▶
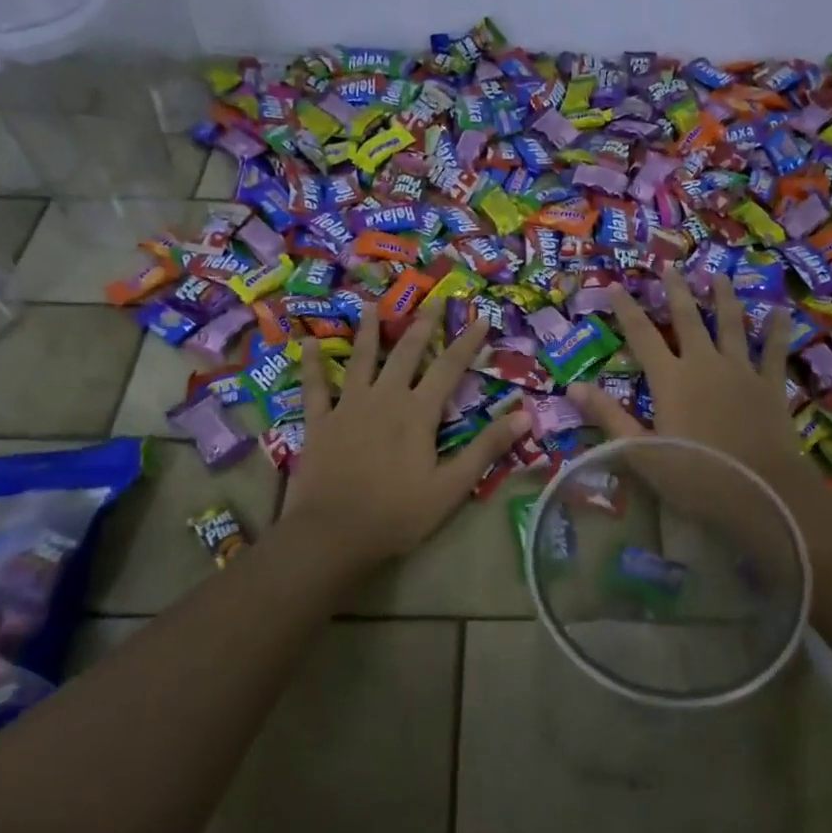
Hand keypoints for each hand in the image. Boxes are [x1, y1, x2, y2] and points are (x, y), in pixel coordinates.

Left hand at [282, 302, 527, 571]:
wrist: (333, 533)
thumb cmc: (398, 514)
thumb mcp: (451, 487)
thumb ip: (486, 448)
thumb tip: (524, 416)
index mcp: (418, 413)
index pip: (449, 368)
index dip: (467, 342)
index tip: (481, 318)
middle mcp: (384, 398)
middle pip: (406, 352)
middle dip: (423, 324)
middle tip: (434, 299)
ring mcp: (348, 406)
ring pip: (361, 359)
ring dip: (368, 330)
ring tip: (372, 304)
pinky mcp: (319, 422)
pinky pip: (315, 387)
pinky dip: (312, 365)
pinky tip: (307, 344)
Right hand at [569, 270, 822, 502]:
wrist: (760, 491)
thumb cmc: (694, 475)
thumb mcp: (640, 451)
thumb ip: (608, 416)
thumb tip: (574, 386)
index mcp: (670, 379)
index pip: (642, 336)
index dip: (628, 310)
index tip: (618, 286)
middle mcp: (704, 364)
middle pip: (688, 319)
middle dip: (676, 291)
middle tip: (670, 266)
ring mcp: (741, 371)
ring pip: (731, 325)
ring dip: (723, 299)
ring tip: (718, 277)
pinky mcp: (771, 386)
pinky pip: (774, 351)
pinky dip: (777, 331)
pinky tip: (781, 312)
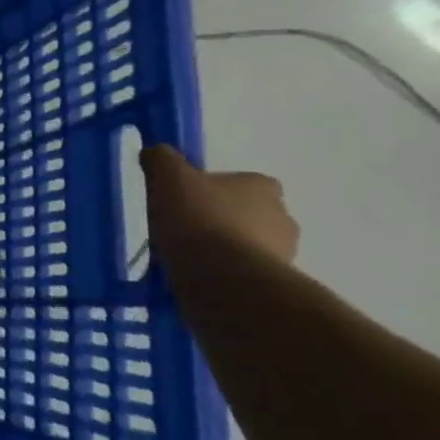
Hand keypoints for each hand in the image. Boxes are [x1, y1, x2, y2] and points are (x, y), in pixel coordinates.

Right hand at [140, 144, 298, 267]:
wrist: (222, 279)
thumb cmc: (198, 218)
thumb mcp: (168, 176)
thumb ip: (162, 159)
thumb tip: (155, 153)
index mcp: (263, 187)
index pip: (241, 182)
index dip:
◀
• About this task: Reproduce the records above exactly, but only from the line containing "middle tip: (670, 266)" through the last line, both included, and without any pictures.

• Response to this task:
middle tip: (670, 266)
ring mcp: (741, 371)
ring pip: (731, 325)
ring dip: (723, 299)
ring tip: (718, 277)
pinky mcp: (771, 386)
pinky pip: (774, 351)
pinky dip: (777, 331)
pinky tip: (781, 312)
Hand keypoints for each hand in the image. Boxes are [x1, y1, x2, y2] and points are (x, y), in pixel coordinates.

Right hand at [140, 144, 298, 267]:
wrist: (222, 279)
thumb cmc: (198, 218)
thumb mcp: (168, 176)
thumb ip: (162, 159)
thumb tip: (155, 153)
index mcp: (263, 187)
index pip: (241, 182)
index dip:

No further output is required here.